Musical Chairs Week
Jon over at Business Evolutionist is pondering Inc's new article about the "Exit Interview" and it's Magical Unicorn abilities. Yeah, it is kinda goofy to wonder what makes those people you've invested in want to leave, as they're leaving. With all those useless customer preferences and relationships parked in their psyches.
Seems curiosity, selfless or not, is the harbinger of communication. Jon and commenter Mike wonder whether workplace observational skills or, the access your mailman has to the stream of your subscribed media offer answers without having to even ask. Even better is the suggestion of cross-pollination, internal and external like Google or Will Vinton Studios. Go see Jon.
Me, I'd want to see this:
have Musical Chairs week.

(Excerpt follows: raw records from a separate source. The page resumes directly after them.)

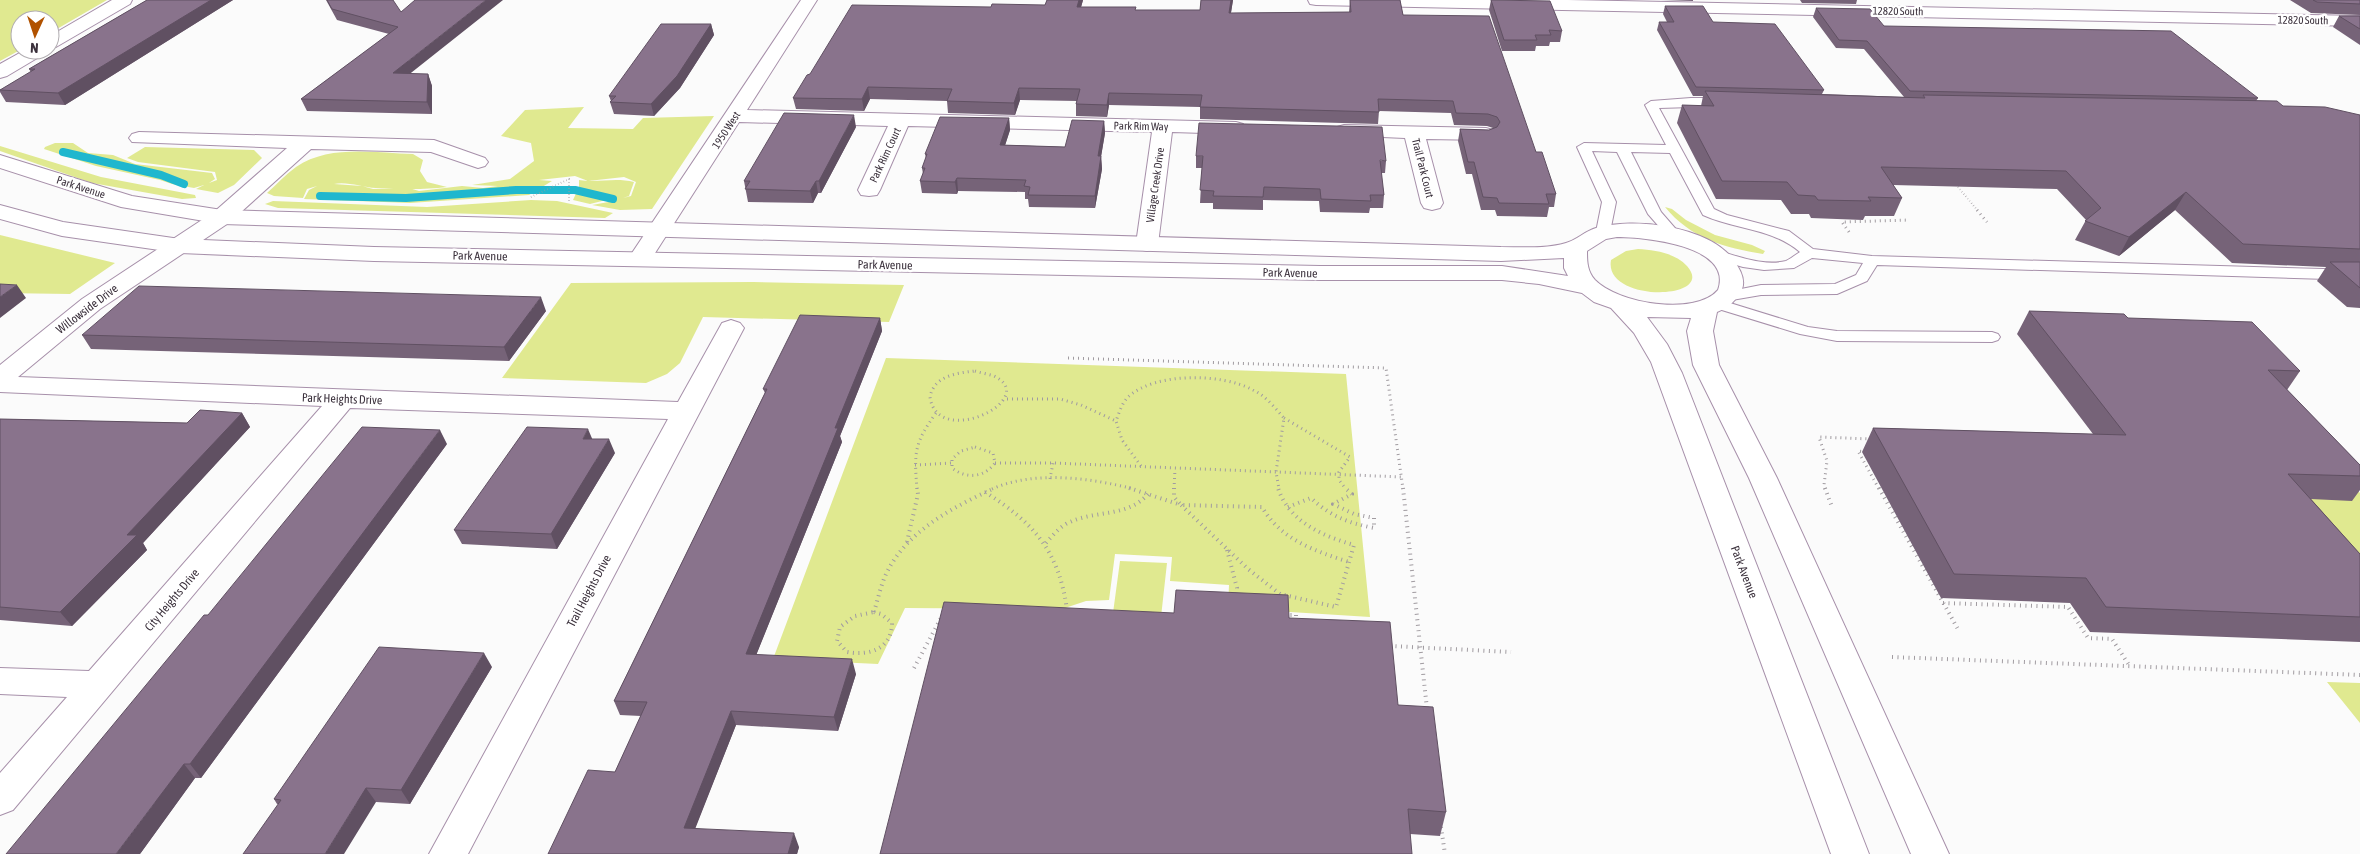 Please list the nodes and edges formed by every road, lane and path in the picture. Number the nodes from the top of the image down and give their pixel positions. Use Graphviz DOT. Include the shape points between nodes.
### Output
graph roads {
  1 [pos="124,0"];
  2 [pos="809,0"];
  3 [pos="1316,0"];
  4 [pos="2229,0"];
  5 [pos="1600,3"];
  6 [pos="1912,6"];
  7 [pos="2255,19"];
  8 [pos="2360,21"];
  9 [pos="60,37"];
  10 [pos="21,60"];
  11 [pos="0,72"];
  12 [pos="1740,102"];
  13 [pos="735,116"];
  14 [pos="901,120"];
  15 [pos="1163,126"];
  16 [pos="1250,128"];
  17 [pos="1328,130"];
  18 [pos="1414,132"];
  19 [pos="1486,134"];
  20 [pos="139,138"];
  21 [pos="305,143"];
  22 [pos="1622,148"];
  23 [pos="1673,149"];
  24 [pos="0,161"];
  25 [pos="478,162"];
  26 [pos="1958,187"];
  27 [pos="869,190"];
  28 [pos="570,196"];
  29 [pos="528,198"];
  30 [pos="1432,203"];
  31 [pos="0,212"];
  32 [pos="222,217"];
  33 [pos="1909,220"];
  34 [pos="1987,222"];
  35 [pos="661,229"];
  36 [pos="1603,232"];
  37 [pos="1850,234"];
  38 [pos="1674,235"];
  39 [pos="1147,244"];
  40 [pos="180,246"];
  41 [pos="1576,248"];
  42 [pos="1809,253"];
  43 [pos="1714,254"];
  44 [pos="640,259"];
  45 [pos="1872,260"];
  46 [pos="2360,275"];
  47 [pos="1589,287"];
  48 [pos="1618,303"];
  49 [pos="1716,303"];
  50 [pos="731,328"];
  51 [pos="1992,337"];
  52 [pos="1068,358"];
  53 [pos="0,378"];
  54 [pos="0,384"];
  55 [pos="1007,399"];
  56 [pos="343,400"];
  57 [pos="685,411"];
  58 [pos="936,413"];
  59 [pos="1284,418"];
  60 [pos="1116,421"];
  61 [pos="1876,439"];
  62 [pos="1876,452"];
  63 [pos="952,463"];
  64 [pos="995,463"];
  65 [pos="1053,463"];
  66 [pos="915,465"];
  67 [pos="1140,466"];
  68 [pos="1175,469"];
  69 [pos="1276,472"];
  70 [pos="1337,474"];
  71 [pos="1402,477"];
  72 [pos="1050,478"];
  73 [pos="985,492"];
  74 [pos="1149,493"];
  75 [pos="1181,505"];
  76 [pos="1288,507"];
  77 [pos="1832,507"];
  78 [pos="1046,542"];
  79 [pos="906,543"];
  80 [pos="1227,550"];
  81 [pos="1349,562"];
  82 [pos="1943,603"];
  83 [pos="1236,605"];
  84 [pos="874,612"];
  85 [pos="1068,614"];
  86 [pos="1279,614"];
  87 [pos="951,618"];
  88 [pos="1297,624"];
  89 [pos="1959,631"];
  90 [pos="1382,645"];
  91 [pos="1419,647"];
  92 [pos="1511,652"];
  93 [pos="1892,657"];
  94 [pos="2130,666"];
  95 [pos="914,668"];
  96 [pos="2360,675"];
  97 [pos="0,681"];
  98 [pos="99,685"];
  99 [pos="1428,716"];
  100 [pos="0,799"];
  101 [pos="1441,824"];
  102 [pos="448,854"];
  103 [pos="1445,854"];
  104 [pos="1850,854"];
  105 [pos="1930,854"];
  1 -- 9 [label="street"];
  2 -- 13 [label="street, 1950 West"];
  3 -- 5 [label="street, 12820 South"];
  4 -- 7 [label="street"];
  5 -- 6 [label="street, 12820 South"];
  6 -- 7 [label="street, 12820 South"];
  7 -- 8 [label="street, 12820 South"];
  10 -- 11 [label="street"];
  12 -- 23 [label="lane" via="1650,105"];
  13 -- 14 [label="street, Park Rim Way"];
  13 -- 35 [label="street, 1950 West"];
  14 -- 15 [label="street, Park Rim Way"];
  14 -- 27 [label="street, Park Rim Court"];
  15 -- 16 [label="street, Park Rim Way"];
  15 -- 39 [label="street, Village Creek Drive"];
  17 -- 18 [label="street"];
  18 -- 19 [label="street"];
  18 -- 30 [label="street, Trail Park Court"];
  20 -- 21 [label="street"];
  21 -- 25 [label="street" via="434,146"];
  21 -- 32 [label="street"];
  22 -- 23 [label="lane"];
  22 -- 36 [label="lane" via="1584,147 1609,202"];
  22 -- 38 [label="lane" via="1655,214"];
  23 -- 42 [label="lane" via="1708,212 1734,222 1775,229 1792,237"];
  24 -- 32 [label="street, Park Avenue" via="129,202"];
  26 -- 34 [label="path"];
  28 -- 29 [label="path" via="569,179"];
  31 -- 40 [label="street, Park Avenue" via="62,229"];
  32 -- 35 [label="street, Park Avenue"];
  32 -- 40 [label="street"];
  33 -- 37 [label="path" via="1842,222"];
  35 -- 39 [label="street, Park Avenue"];
  35 -- 44 [label="street, 1950 West"];
  36 -- 38 [label="street, Park Avenue" via="1624,229"];
  36 -- 41 [label="street, Park Avenue" via="1591,236"];
  38 -- 43 [label="street, Park Avenue"];
  39 -- 41 [label="street, Park Avenue" via="1501,254 1533,254"];
  40 -- 44 [label="street, Park Avenue" via="374,254"];
  40 -- 53 [label="street, Willowside Drive" via="91,304"];
  41 -- 47 [label="street, Park Avenue" via="1572,261 1577,274"];
  42 -- 43 [label="lane" via="1789,265 1780,266 1743,263"];
  42 -- 45 [label="lane"];
  43 -- 49 [label="street, Park Avenue" via="1731,276 1731,286"];
  44 -- 47 [label="street, Park Avenue" via="1310,273 1502,273"];
  45 -- 46 [label="lane"];
  45 -- 49 [label="lane" via="1862,278 1837,289 1761,290"];
  47 -- 48 [label="street, Park Avenue"];
  48 -- 49 [label="street, Park Avenue" via="1663,313 1685,313"];
  48 -- 104 [label="street, Park Avenue" via="1639,320 1657,344"];
  49 -- 51 [label="lane" via="1806,331 1837,336"];
  49 -- 105 [label="street, Park Avenue" via="1700,331 1706,365 1763,478"];
  50 -- 57 [label="street, Trail Heights Drive"];
  52 -- 71 [label="path" via="1386,368"];
  54 -- 56 [label="street, Park Heights Drive"];
  55 -- 58 [label="path" via="982,417 957,420"];
  55 -- 58 [label="path" via="1008,391 998,378 975,371 962,372 939,381 932,389 930,406"];
  55 -- 60 [label="path" via="1060,399"];
  56 -- 57 [label="street, Park Heights Drive"];
  56 -- 98 [label="street, City Heights Drive"];
  57 -- 102 [label="street, Trail Heights Drive"];
  58 -- 66 [label="path" via="921,434"];
  59 -- 60 [label="path" via="1270,401 1250,388 1223,381 1188,378 1150,384 1127,398"];
  59 -- 69 [label="path"];
  59 -- 70 [label="path" via="1350,457"];
  60 -- 67 [label="path" via="1122,440"];
  61 -- 77 [label="path" via="1819,437 1827,461 1824,485"];
  62 -- 82 [label="path" via="1858,451"];
  63 -- 64 [label="path" via="956,472 967,476 982,474"];
  63 -- 64 [label="path" via="961,451 976,447 989,450"];
  63 -- 66 [label="path"];
  64 -- 65 [label="path"];
  65 -- 67 [label="path"];
  65 -- 72 [label="path"];
  66 -- 79 [label="path" via="918,494"];
  67 -- 68 [label="path"];
  68 -- 69 [label="path"];
  68 -- 75 [label="path" via="1174,497"];
  69 -- 70 [label="path"];
  69 -- 76 [label="path" via="1278,490"];
  70 -- 71 [label="path"];
  70 -- 76 [label="path" via="1342,486 1352,494 1334,504 1354,514 1374,518 1374,528 1348,523 1327,514 1311,498"];
  71 -- 91 [label="path"];
  72 -- 73 [label="path" via="1006,483"];
  72 -- 74 [label="path" via="1102,481"];
  73 -- 78 [label="path" via="1013,509"];
  73 -- 79 [label="path" via="945,513"];
  74 -- 75 [label="path"];
  74 -- 78 [label="path" via="1136,506 1117,513 1079,518 1063,524"];
  75 -- 80 [label="path"];
  75 -- 81 [label="path" via="1262,507 1274,525 1295,540"];
  76 -- 81 [label="path" via="1303,522 1325,536 1354,545"];
  78 -- 85 [label="path" via="1065,584"];
  79 -- 84 [label="path" via="887,572"];
  80 -- 81 [label="path" via="1280,594 1336,607"];
  80 -- 83 [label="path" via="1237,588"];
  82 -- 89 [label="path"];
  82 -- 94 [label="path" via="2068,607 2088,638 2112,639"];
  84 -- 84 [label="path" via="855,616 840,627 837,641 847,652 873,652 887,643 892,623"];
  86 -- 88 [label="path" via="1296,615"];
  87 -- 95 [label="path" via="942,618"];
  90 -- 91 [label="path"];
  91 -- 92 [label="path"];
  91 -- 99 [label="path"];
  93 -- 94 [label="path"];
  94 -- 96 [label="path"];
  97 -- 98 [label="street"];
  98 -- 100 [label="street, City Heights Drive"];
  101 -- 103 [label="path"];
}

Everyone moves across a slot until finance gets their stint in HR and abolishes or outsources it [or signs 'em up for Fear Factor], Marketing takes on Production, turns off most of the machines out of confusion and finds no one notices, Accounting moves over to Marketing and finds all the crayons they use for forecasting, HR handles accounting and discovers the Mgmt bonus numbers for the previous "tough year." IT refues to play and locks the door. P.R. takes Janitorial Services and finds it "a remarkably smooth transition." And Carl the Janitor becomes CEO, answers the phone one day then jumps on a plane to Peoria and comes back with the company's biggest account ever.

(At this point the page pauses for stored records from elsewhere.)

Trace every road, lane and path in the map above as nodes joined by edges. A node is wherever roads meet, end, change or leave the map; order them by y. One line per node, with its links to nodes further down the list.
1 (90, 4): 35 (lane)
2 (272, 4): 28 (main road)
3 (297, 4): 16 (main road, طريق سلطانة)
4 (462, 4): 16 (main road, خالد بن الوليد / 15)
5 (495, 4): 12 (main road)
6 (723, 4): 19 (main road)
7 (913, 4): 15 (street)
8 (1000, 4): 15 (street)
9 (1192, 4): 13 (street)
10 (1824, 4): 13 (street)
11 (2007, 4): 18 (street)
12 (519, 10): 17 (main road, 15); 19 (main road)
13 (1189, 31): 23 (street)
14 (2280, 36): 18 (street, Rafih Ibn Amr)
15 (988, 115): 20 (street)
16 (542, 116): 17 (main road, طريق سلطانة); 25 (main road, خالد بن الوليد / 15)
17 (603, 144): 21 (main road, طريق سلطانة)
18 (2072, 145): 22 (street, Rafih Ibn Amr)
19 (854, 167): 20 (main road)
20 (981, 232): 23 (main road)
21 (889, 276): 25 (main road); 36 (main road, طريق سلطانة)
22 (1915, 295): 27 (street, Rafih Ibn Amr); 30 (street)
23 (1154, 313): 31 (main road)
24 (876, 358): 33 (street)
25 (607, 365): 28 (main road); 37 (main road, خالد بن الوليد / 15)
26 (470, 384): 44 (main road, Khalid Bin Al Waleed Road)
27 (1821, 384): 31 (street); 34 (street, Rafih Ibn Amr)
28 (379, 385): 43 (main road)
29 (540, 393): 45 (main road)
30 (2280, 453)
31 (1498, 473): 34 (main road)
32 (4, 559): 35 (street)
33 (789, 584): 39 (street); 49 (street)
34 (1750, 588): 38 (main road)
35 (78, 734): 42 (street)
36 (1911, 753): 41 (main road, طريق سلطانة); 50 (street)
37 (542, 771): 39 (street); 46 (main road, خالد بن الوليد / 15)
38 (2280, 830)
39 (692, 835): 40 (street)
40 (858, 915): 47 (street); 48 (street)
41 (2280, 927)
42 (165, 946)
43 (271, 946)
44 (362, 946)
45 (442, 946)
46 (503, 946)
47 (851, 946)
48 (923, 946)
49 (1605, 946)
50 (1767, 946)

According to Carl, it was no big deal: "Same shit, golden shovel. But I got a blonde and my own parking place."

6 Comments:
Let me guess, the Dalai Lama finally came through after all these years...

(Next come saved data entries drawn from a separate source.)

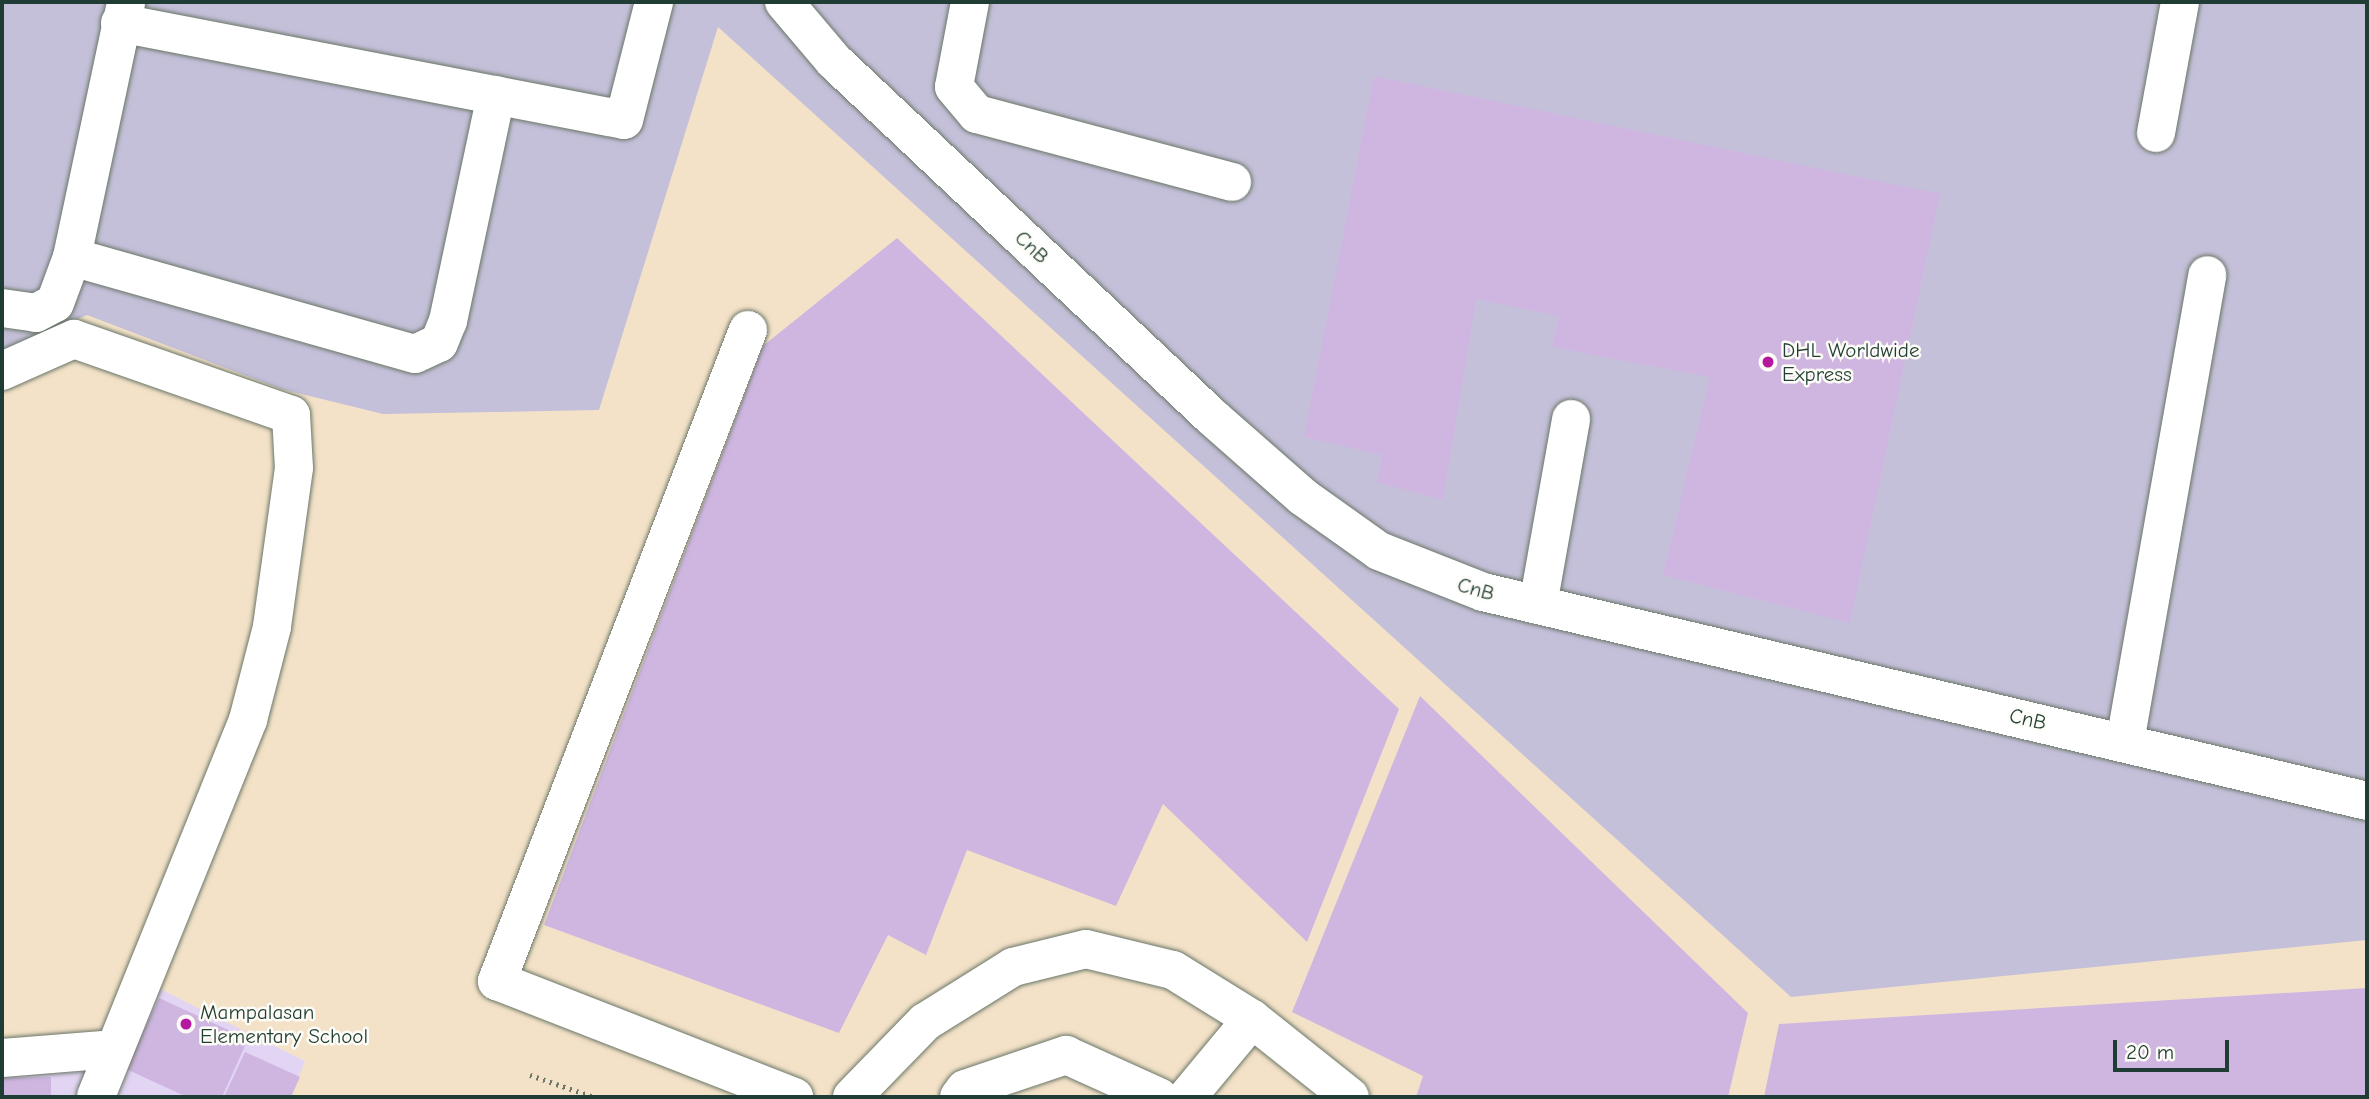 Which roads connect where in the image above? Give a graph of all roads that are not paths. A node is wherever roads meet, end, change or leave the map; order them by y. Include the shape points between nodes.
1 (654, 2) edge
2 (784, 2) edge
3 (970, 2) edge
4 (2180, 2) edge
5 (123, 12) edge
6 (496, 95) junction
7 (2156, 133) dead end
8 (1232, 182) dead end
9 (72, 257) junction
10 (2207, 275) dead end
11 (2, 308) edge
12 (748, 330) dead end
13 (2, 371) edge
14 (1571, 419) dead end
15 (1538, 605) junction
16 (2125, 742) junction
17 (2367, 801) edge
18 (1252, 1019) junction
19 (113, 1049) junction
20 (2, 1058) edge
21 (96, 1097) edge
22 (794, 1097) edge
23 (852, 1097) edge
24 (959, 1097) edge
25 (1158, 1097) edge
26 (1187, 1097) edge
27 (1350, 1097) edge

1 - 6 street via 624,120
2 - 15 street, CnB via 834,61 1303,497 1379,551 1413,568
3 - 8 street via 954,87 977,114
4 - 7 street
5 - 6 street
5 - 9 street
6 - 9 street via 448,321 439,343 415,354
9 - 11 street via 55,303 36,313
10 - 16 street
12 - 22 street via 497,981
13 - 19 street via 74,339 291,415 294,468 272,627 248,720
14 - 15 street
15 - 16 street, CnB
16 - 17 street, CnB
18 - 23 street via 1172,970 1086,950 1013,967 936,1015
18 - 26 street
18 - 27 street
19 - 20 street
19 - 21 street
24 - 25 street via 965,1089 1066,1055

Kentucky Fescue mixed with Timothy Grass and something, beween 9 and 10.
"This is a hybrid. This is a cross, ah, of Bluegrass, Kentucky Bluegrass, Featherbed Bent, and Northern California Sensemilia. The amazing stuff about this is, that you can play 36 holes on it in the afternoon, take it home and just get stoned to the bejeezus-belt that night on this stuff."
I dig the musical chairs idea - perhaps if the chairs were removed, along with the job titles, we could get rid of turf wars and people thinking in their narrow silos.
Or we blindfold everybody and decide by Karaoke votes.
I still like the Strande Number: 11 folks is your limit. Dunbar was too optimistic.
In a former employer, top talent was encouraged to do just this (though mostly within the technical realm). It worked very well, brining fresh perspective (and eventually much quicker and sharper focus on problems). Then IBM bought the company and, well, that just wasn't the IBM way.
Platoons are for a reason it seems. But I'm not darning your socks.